Work request: The answer should be every line below, repeated exactly, with the images left out.

Data shown: Begin

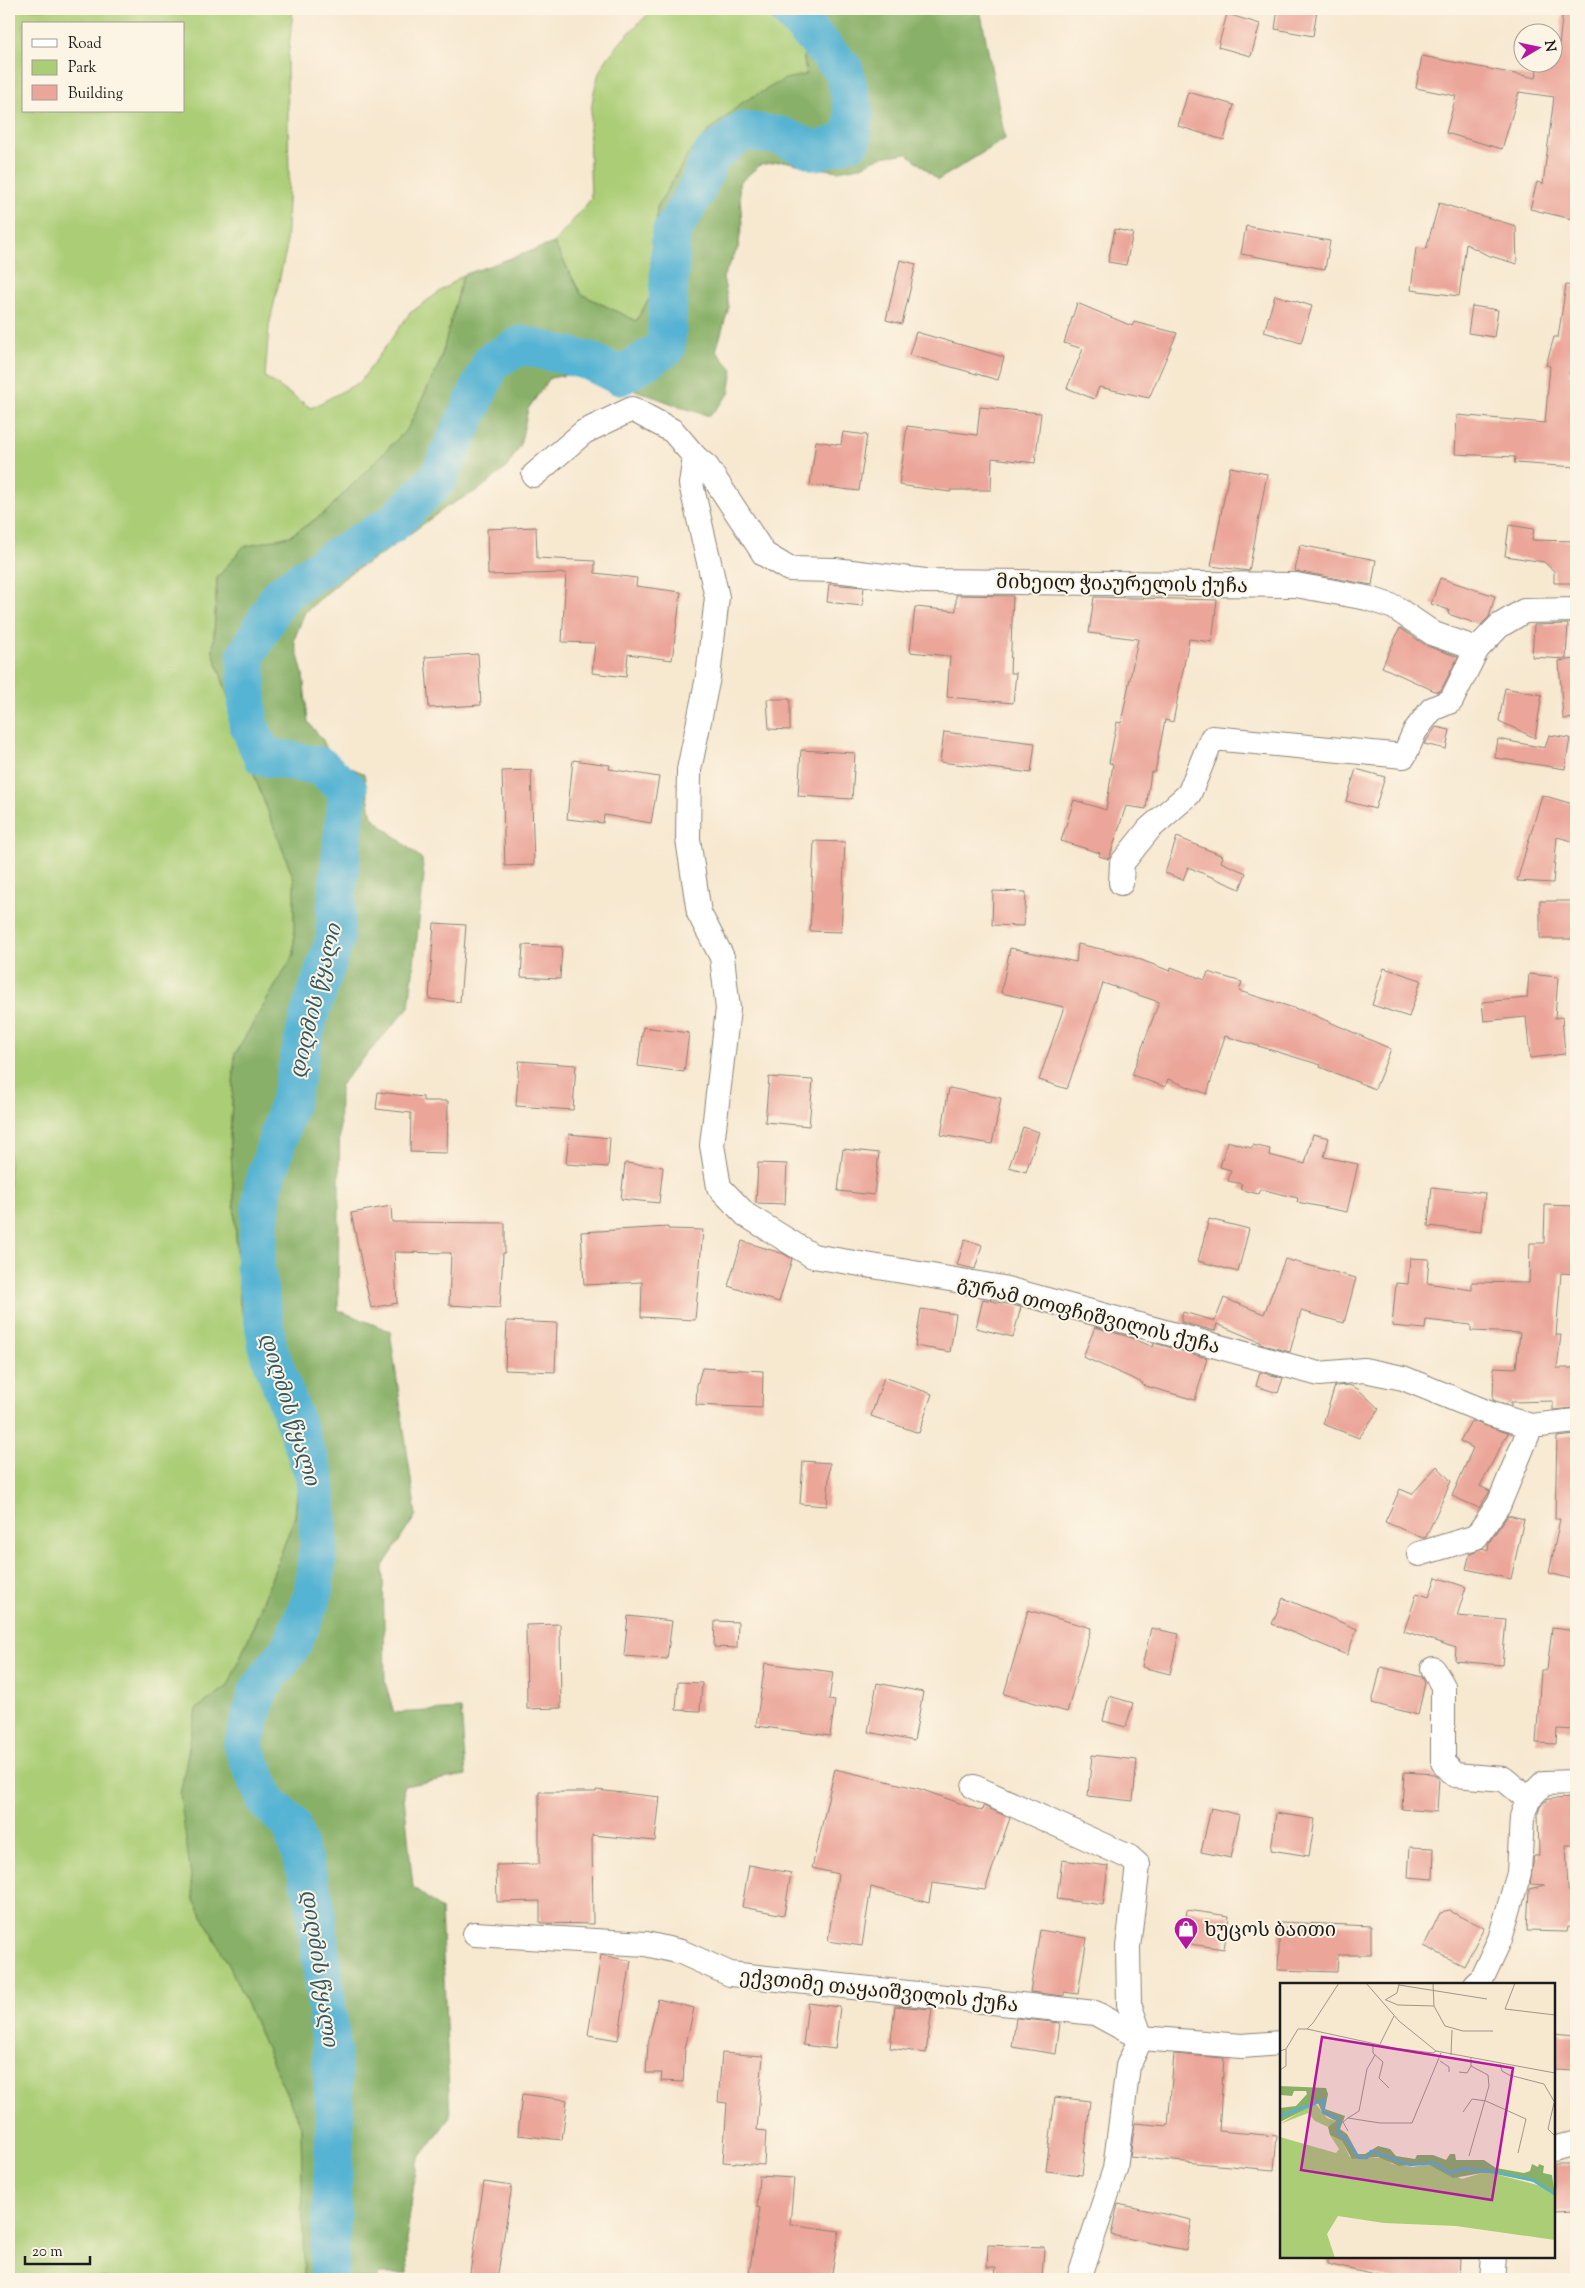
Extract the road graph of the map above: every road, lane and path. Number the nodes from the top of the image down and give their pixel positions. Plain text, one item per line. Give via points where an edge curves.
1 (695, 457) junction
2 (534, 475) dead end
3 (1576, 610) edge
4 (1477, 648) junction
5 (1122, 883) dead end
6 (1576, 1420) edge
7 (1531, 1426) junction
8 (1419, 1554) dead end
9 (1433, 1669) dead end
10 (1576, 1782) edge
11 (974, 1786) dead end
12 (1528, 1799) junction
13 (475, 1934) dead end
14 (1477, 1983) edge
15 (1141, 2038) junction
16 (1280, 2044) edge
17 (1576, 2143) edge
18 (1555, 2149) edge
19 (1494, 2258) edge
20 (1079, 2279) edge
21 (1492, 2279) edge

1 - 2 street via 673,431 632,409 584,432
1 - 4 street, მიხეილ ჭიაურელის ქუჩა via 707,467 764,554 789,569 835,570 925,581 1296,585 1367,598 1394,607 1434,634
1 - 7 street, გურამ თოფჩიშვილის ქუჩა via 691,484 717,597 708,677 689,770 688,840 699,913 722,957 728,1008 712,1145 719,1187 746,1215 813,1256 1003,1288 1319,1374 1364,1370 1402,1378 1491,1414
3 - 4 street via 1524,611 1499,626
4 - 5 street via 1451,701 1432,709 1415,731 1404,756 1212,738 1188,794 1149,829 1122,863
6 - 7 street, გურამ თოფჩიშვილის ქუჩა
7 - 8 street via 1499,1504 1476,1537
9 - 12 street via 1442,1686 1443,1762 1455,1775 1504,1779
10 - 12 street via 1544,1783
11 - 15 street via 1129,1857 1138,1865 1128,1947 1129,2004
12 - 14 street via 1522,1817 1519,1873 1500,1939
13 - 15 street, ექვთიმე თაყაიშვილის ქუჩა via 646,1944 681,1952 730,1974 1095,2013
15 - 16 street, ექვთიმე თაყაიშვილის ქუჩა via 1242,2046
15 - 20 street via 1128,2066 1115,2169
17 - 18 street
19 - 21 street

Data shown: End

Exercise result:
Extract the road graph of the map above: every road, lane and path. Number the nodes from the top of the image down and give their pixel positions. Plain text, one item per line. Give via points where an edge curves.
1 (695, 457) junction
2 (534, 475) dead end
3 (1576, 610) edge
4 (1477, 648) junction
5 (1122, 883) dead end
6 (1576, 1420) edge
7 (1531, 1426) junction
8 (1419, 1554) dead end
9 (1433, 1669) dead end
10 (1576, 1782) edge
11 (974, 1786) dead end
12 (1528, 1799) junction
13 (475, 1934) dead end
14 (1477, 1983) edge
15 (1141, 2038) junction
16 (1280, 2044) edge
17 (1576, 2143) edge
18 (1555, 2149) edge
19 (1494, 2258) edge
20 (1079, 2279) edge
21 (1492, 2279) edge

1 - 2 street via 673,431 632,409 584,432
1 - 4 street, მიხეილ ჭიაურელის ქუჩა via 707,467 764,554 789,569 835,570 925,581 1296,585 1367,598 1394,607 1434,634
1 - 7 street, გურამ თოფჩიშვილის ქუჩა via 691,484 717,597 708,677 689,770 688,840 699,913 722,957 728,1008 712,1145 719,1187 746,1215 813,1256 1003,1288 1319,1374 1364,1370 1402,1378 1491,1414
3 - 4 street via 1524,611 1499,626
4 - 5 street via 1451,701 1432,709 1415,731 1404,756 1212,738 1188,794 1149,829 1122,863
6 - 7 street, გურამ თოფჩიშვილის ქუჩა
7 - 8 street via 1499,1504 1476,1537
9 - 12 street via 1442,1686 1443,1762 1455,1775 1504,1779
10 - 12 street via 1544,1783
11 - 15 street via 1129,1857 1138,1865 1128,1947 1129,2004
12 - 14 street via 1522,1817 1519,1873 1500,1939
13 - 15 street, ექვთიმე თაყაიშვილის ქუჩა via 646,1944 681,1952 730,1974 1095,2013
15 - 16 street, ექვთიმე თაყაიშვილის ქუჩა via 1242,2046
15 - 20 street via 1128,2066 1115,2169
17 - 18 street
19 - 21 street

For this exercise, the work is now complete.